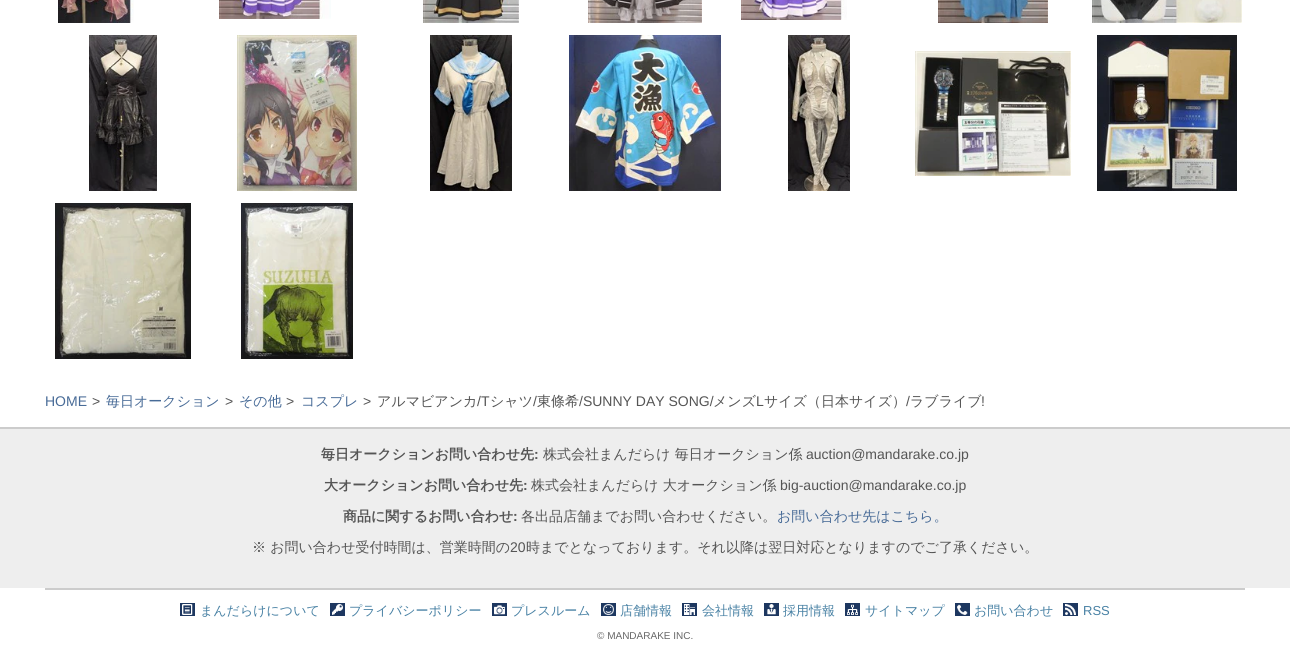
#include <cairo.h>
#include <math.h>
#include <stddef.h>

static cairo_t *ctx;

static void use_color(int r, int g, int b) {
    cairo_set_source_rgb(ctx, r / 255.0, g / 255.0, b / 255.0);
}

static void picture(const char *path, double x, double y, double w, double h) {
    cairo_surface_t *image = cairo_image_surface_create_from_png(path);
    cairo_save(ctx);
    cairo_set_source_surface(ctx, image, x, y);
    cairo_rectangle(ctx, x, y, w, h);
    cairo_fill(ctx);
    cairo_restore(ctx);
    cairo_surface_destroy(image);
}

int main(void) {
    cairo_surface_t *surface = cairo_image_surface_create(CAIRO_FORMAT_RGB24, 1290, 661);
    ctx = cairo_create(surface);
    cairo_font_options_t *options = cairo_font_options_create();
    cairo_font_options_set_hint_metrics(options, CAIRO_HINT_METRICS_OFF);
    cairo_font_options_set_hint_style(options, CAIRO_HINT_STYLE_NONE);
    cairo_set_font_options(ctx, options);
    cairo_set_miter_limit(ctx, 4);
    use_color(255, 255, 255);
    cairo_paint(ctx);
    picture("img1.png", 58, 0, 76, 23);
    picture("img2.png", 219, 0, 112, 19);
    picture("img3.png", 423, 0, 96, 23);
    picture("img4.png", 588, 0, 114, 23);
    picture("img5.png", 741, 0, 106, 20);
    picture("img6.png", 938, 0, 110, 23);
    picture("img7.png", 1092, 0, 150, 23);
    picture("img8.png", 89, 35, 68, 156);
    picture("img9.png", 237, 35, 120, 156);
    picture("img10.png", 430, 35, 82, 156);
    picture("img11.png", 569, 35, 152, 156);
    picture("img12.png", 788, 35, 62, 156);
    picture("img13.png", 915, 51, 156, 125);
    picture("img14.png", 1097, 35, 140, 156);
    picture("img15.png", 55, 203, 136, 156);
    picture("img16.png", 241, 203, 112, 156);
    cairo_select_font_face(ctx, "Liberation Sans", CAIRO_FONT_SLANT_NORMAL, CAIRO_FONT_WEIGHT_NORMAL);
    cairo_set_font_size(ctx, 14);
    use_color(72, 107, 151);
    cairo_move_to(ctx, 45, 406);
    cairo_show_text(ctx, "HOME");
    use_color(85, 85, 85);
    cairo_move_to(ctx, 92, 406);
    cairo_show_text(ctx, ">");
    cairo_select_font_face(ctx, "WenQuanYi Zen Hei Medium", CAIRO_FONT_SLANT_NORMAL, CAIRO_FONT_WEIGHT_NORMAL);
    use_color(72, 107, 151);
    cairo_move_to(ctx, 106, 406);
    cairo_show_text(ctx, "毎日オークション");
    cairo_select_font_face(ctx, "Liberation Sans", CAIRO_FONT_SLANT_NORMAL, CAIRO_FONT_WEIGHT_NORMAL);
    use_color(85, 85, 85);
    cairo_move_to(ctx, 225, 406);
    cairo_show_text(ctx, ">");
    cairo_select_font_face(ctx, "WenQuanYi Zen Hei Medium", CAIRO_FONT_SLANT_NORMAL, CAIRO_FONT_WEIGHT_NORMAL);
    use_color(72, 107, 151);
    cairo_move_to(ctx, 239, 406);
    cairo_show_text(ctx, "その他");
    cairo_select_font_face(ctx, "Liberation Sans", CAIRO_FONT_SLANT_NORMAL, CAIRO_FONT_WEIGHT_NORMAL);
    use_color(85, 85, 85);
    cairo_move_to(ctx, 286, 406);
    cairo_show_text(ctx, ">");
    cairo_select_font_face(ctx, "WenQuanYi Zen Hei Medium", CAIRO_FONT_SLANT_NORMAL, CAIRO_FONT_WEIGHT_NORMAL);
    use_color(72, 107, 151);
    cairo_move_to(ctx, 301, 406);
    cairo_show_text(ctx, "コスプレ");
    cairo_select_font_face(ctx, "Liberation Sans", CAIRO_FONT_SLANT_NORMAL, CAIRO_FONT_WEIGHT_NORMAL);
    use_color(85, 85, 85);
    cairo_move_to(ctx, 363, 406);
    cairo_show_text(ctx, ">");
    cairo_select_font_face(ctx, "WenQuanYi Zen Hei Medium", CAIRO_FONT_SLANT_NORMAL, CAIRO_FONT_WEIGHT_NORMAL);
    cairo_move_to(ctx, 377, 406);
    cairo_show_text(ctx, "アルマビアンカ");
    cairo_select_font_face(ctx, "Liberation Sans", CAIRO_FONT_SLANT_NORMAL, CAIRO_FONT_WEIGHT_NORMAL);
    cairo_move_to(ctx, 477, 406);
    cairo_show_text(ctx, "/T");
    cairo_select_font_face(ctx, "WenQuanYi Zen Hei Medium", CAIRO_FONT_SLANT_NORMAL, CAIRO_FONT_WEIGHT_NORMAL);
    cairo_move_to(ctx, 490, 406);
    cairo_show_text(ctx, "シャツ");
    cairo_select_font_face(ctx, "Liberation Sans", CAIRO_FONT_SLANT_NORMAL, CAIRO_FONT_WEIGHT_NORMAL);
    cairo_move_to(ctx, 533, 406);
    cairo_show_text(ctx, "/");
    cairo_select_font_face(ctx, "WenQuanYi Zen Hei Medium", CAIRO_FONT_SLANT_NORMAL, CAIRO_FONT_WEIGHT_NORMAL);
    cairo_move_to(ctx, 537, 406);
    cairo_show_text(ctx, "東條希");
    cairo_select_font_face(ctx, "Liberation Sans", CAIRO_FONT_SLANT_NORMAL, CAIRO_FONT_WEIGHT_NORMAL);
    cairo_move_to(ctx, 579, 406);
    cairo_show_text(ctx, "/SUNNY DAY SONG/");
    cairo_select_font_face(ctx, "WenQuanYi Zen Hei Medium", CAIRO_FONT_SLANT_NORMAL, CAIRO_FONT_WEIGHT_NORMAL);
    cairo_move_to(ctx, 713, 406);
    cairo_show_text(ctx, "メンズ");
    cairo_select_font_face(ctx, "Liberation Sans", CAIRO_FONT_SLANT_NORMAL, CAIRO_FONT_WEIGHT_NORMAL);
    cairo_move_to(ctx, 756, 406);
    cairo_show_text(ctx, "L");
    cairo_select_font_face(ctx, "WenQuanYi Zen Hei Medium", CAIRO_FONT_SLANT_NORMAL, CAIRO_FONT_WEIGHT_NORMAL);
    cairo_move_to(ctx, 764, 406);
    cairo_show_text(ctx, "サイズ（日本サイズ）");
    cairo_select_font_face(ctx, "Liberation Sans", CAIRO_FONT_SLANT_NORMAL, CAIRO_FONT_WEIGHT_NORMAL);
    cairo_move_to(ctx, 906, 406);
    cairo_show_text(ctx, "/");
    cairo_select_font_face(ctx, "WenQuanYi Zen Hei Medium", CAIRO_FONT_SLANT_NORMAL, CAIRO_FONT_WEIGHT_NORMAL);
    cairo_move_to(ctx, 910, 406);
    cairo_show_text(ctx, "ラブライブ");
    cairo_select_font_face(ctx, "Liberation Sans", CAIRO_FONT_SLANT_NORMAL, CAIRO_FONT_WEIGHT_NORMAL);
    cairo_move_to(ctx, 981, 406);
    cairo_show_text(ctx, "!");
    use_color(238, 238, 238);
    cairo_rectangle(ctx, 0, 429, 1290, 159);
    cairo_fill(ctx);
    use_color(204, 204, 204);
    cairo_rectangle(ctx, 0, 427, 1290, 2);
    cairo_fill(ctx);
    cairo_select_font_face(ctx, "WenQuanYi Zen Hei", CAIRO_FONT_SLANT_NORMAL, CAIRO_FONT_WEIGHT_BOLD);
    use_color(85, 85, 85);
    cairo_move_to(ctx, 321, 459);
    cairo_show_text(ctx, "毎日オークションお問い合わせ先");
    cairo_select_font_face(ctx, "Liberation Sans", CAIRO_FONT_SLANT_NORMAL, CAIRO_FONT_WEIGHT_BOLD);
    cairo_move_to(ctx, 534, 459);
    cairo_show_text(ctx, ":");
    cairo_select_font_face(ctx, "WenQuanYi Zen Hei Medium", CAIRO_FONT_SLANT_NORMAL, CAIRO_FONT_WEIGHT_NORMAL);
    cairo_move_to(ctx, 543, 459);
    cairo_show_text(ctx, "株式会社まんだらけ 毎日オークション係");
    cairo_select_font_face(ctx, "Liberation Sans", CAIRO_FONT_SLANT_NORMAL, CAIRO_FONT_WEIGHT_NORMAL);
    cairo_move_to(ctx, 806, 459);
    cairo_show_text(ctx, "auction@mandarake.co.jp");
    cairo_select_font_face(ctx, "WenQuanYi Zen Hei", CAIRO_FONT_SLANT_NORMAL, CAIRO_FONT_WEIGHT_BOLD);
    cairo_move_to(ctx, 324, 490);
    cairo_show_text(ctx, "大オークションお問い合わせ先");
    cairo_select_font_face(ctx, "Liberation Sans", CAIRO_FONT_SLANT_NORMAL, CAIRO_FONT_WEIGHT_BOLD);
    cairo_move_to(ctx, 523, 490);
    cairo_show_text(ctx, ":");
    cairo_select_font_face(ctx, "WenQuanYi Zen Hei Medium", CAIRO_FONT_SLANT_NORMAL, CAIRO_FONT_WEIGHT_NORMAL);
    cairo_move_to(ctx, 531, 490);
    cairo_show_text(ctx, "株式会社まんだらけ 大オークション係");
    cairo_select_font_face(ctx, "Liberation Sans", CAIRO_FONT_SLANT_NORMAL, CAIRO_FONT_WEIGHT_NORMAL);
    cairo_move_to(ctx, 780, 490);
    cairo_show_text(ctx, "big-auction@mandarake.co.jp");
    cairo_select_font_face(ctx, "WenQuanYi Zen Hei", CAIRO_FONT_SLANT_NORMAL, CAIRO_FONT_WEIGHT_BOLD);
    cairo_move_to(ctx, 343, 521);
    cairo_show_text(ctx, "商品に関するお問い合わせ");
    cairo_select_font_face(ctx, "Liberation Sans", CAIRO_FONT_SLANT_NORMAL, CAIRO_FONT_WEIGHT_BOLD);
    cairo_move_to(ctx, 513, 521);
    cairo_show_text(ctx, ":");
    cairo_select_font_face(ctx, "WenQuanYi Zen Hei Medium", CAIRO_FONT_SLANT_NORMAL, CAIRO_FONT_WEIGHT_NORMAL);
    cairo_move_to(ctx, 521, 521);
    cairo_show_text(ctx, "各出品店舗までお問い合わせください。");
    use_color(72, 107, 151);
    cairo_move_to(ctx, 777, 521);
    cairo_show_text(ctx, "お問い合わせ先はこちら。");
    use_color(85, 85, 85);
    cairo_move_to(ctx, 252, 552);
    cairo_show_text(ctx, "※ お問い合わせ受付時間は、営業時間の");
    cairo_select_font_face(ctx, "Liberation Sans", CAIRO_FONT_SLANT_NORMAL, CAIRO_FONT_WEIGHT_NORMAL);
    cairo_move_to(ctx, 510, 552);
    cairo_show_text(ctx, "20");
    cairo_select_font_face(ctx, "WenQuanYi Zen Hei Medium", CAIRO_FONT_SLANT_NORMAL, CAIRO_FONT_WEIGHT_NORMAL);
    cairo_move_to(ctx, 526, 552);
    cairo_show_text(ctx, "時までとなっております。それ以降は翌日対応となりますのでご了承ください。");
    use_color(204, 204, 204);
    cairo_rectangle(ctx, 45, 588, 1200, 2);
    cairo_fill(ctx);
    use_color(29, 55, 96);
    cairo_rectangle(ctx, 180, 603, 15, 13);
    cairo_fill(ctx);
    picture("img17.png", 182, 604, 11, 11);
    cairo_set_font_size(ctx, 13);
    use_color(72, 129, 164);
    cairo_move_to(ctx, 200, 615);
    cairo_show_text(ctx, "まんだらけについて");
    use_color(29, 55, 96);
    cairo_rectangle(ctx, 330, 603, 15, 13);
    cairo_fill(ctx);
    picture("img18.png", 332, 604, 11, 11);
    use_color(72, 129, 164);
    cairo_move_to(ctx, 349, 615);
    cairo_show_text(ctx, "プライバシーポリシー");
    use_color(29, 55, 96);
    cairo_rectangle(ctx, 492, 603, 15, 13);
    cairo_fill(ctx);
    picture("img19.png", 494, 605, 11, 10);
    use_color(72, 129, 164);
    cairo_move_to(ctx, 511, 615);
    cairo_show_text(ctx, "プレスルーム");
    use_color(29, 55, 96);
    cairo_rectangle(ctx, 601, 603, 15, 13);
    cairo_fill(ctx);
    picture("img20.png", 603, 604, 11, 11);
    use_color(72, 129, 164);
    cairo_move_to(ctx, 620, 615);
    cairo_show_text(ctx, "店舗情報");
    use_color(29, 55, 96);
    cairo_rectangle(ctx, 682, 603, 15, 13);
    cairo_fill(ctx);
    picture("img21.png", 684, 604, 11, 11);
    use_color(72, 129, 164);
    cairo_move_to(ctx, 702, 615);
    cairo_show_text(ctx, "会社情報");
    use_color(29, 55, 96);
    cairo_rectangle(ctx, 764, 603, 15, 13);
    cairo_fill(ctx);
    picture("img22.png", 767, 604, 9, 11);
    use_color(72, 129, 164);
    cairo_move_to(ctx, 783, 615);
    cairo_show_text(ctx, "採用情報");
    use_color(29, 55, 96);
    cairo_rectangle(ctx, 845, 603, 15, 13);
    cairo_fill(ctx);
    picture("img23.png", 847, 604, 11, 11);
    use_color(72, 129, 164);
    cairo_move_to(ctx, 865, 615);
    cairo_show_text(ctx, "サイトマップ");
    use_color(29, 55, 96);
    cairo_rectangle(ctx, 955, 603, 15, 13);
    cairo_fill(ctx);
    picture("img24.png", 957, 604, 11, 11);
    use_color(72, 129, 164);
    cairo_move_to(ctx, 974, 615);
    cairo_show_text(ctx, "お問い合わせ");
    use_color(29, 55, 96);
    cairo_rectangle(ctx, 1063, 603, 15, 13);
    cairo_fill(ctx);
    picture("img25.png", 1065, 604, 11, 11);
    cairo_select_font_face(ctx, "Liberation Sans", CAIRO_FONT_SLANT_NORMAL, CAIRO_FONT_WEIGHT_NORMAL);
    use_color(72, 129, 164);
    cairo_move_to(ctx, 1083, 615);
    cairo_show_text(ctx, "RSS");
    cairo_set_font_size(ctx, 10);
    use_color(102, 102, 102);
    cairo_move_to(ctx, 597, 639);
    cairo_show_text(ctx, "© MANDARAKE INC.");
    cairo_surface_write_to_png(surface, "result.png");
    cairo_font_options_destroy(options);
    cairo_destroy(ctx);
    cairo_surface_destroy(surface);
    return 0;
}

- Try it
Note each line of the material holding "株式会社まんだらけ" and copy it out.

- Reply to the exercise
    cairo_show_text(ctx, "株式会社まんだらけ 毎日オークション係");
    cairo_show_text(ctx, "株式会社まんだらけ 大オークション係");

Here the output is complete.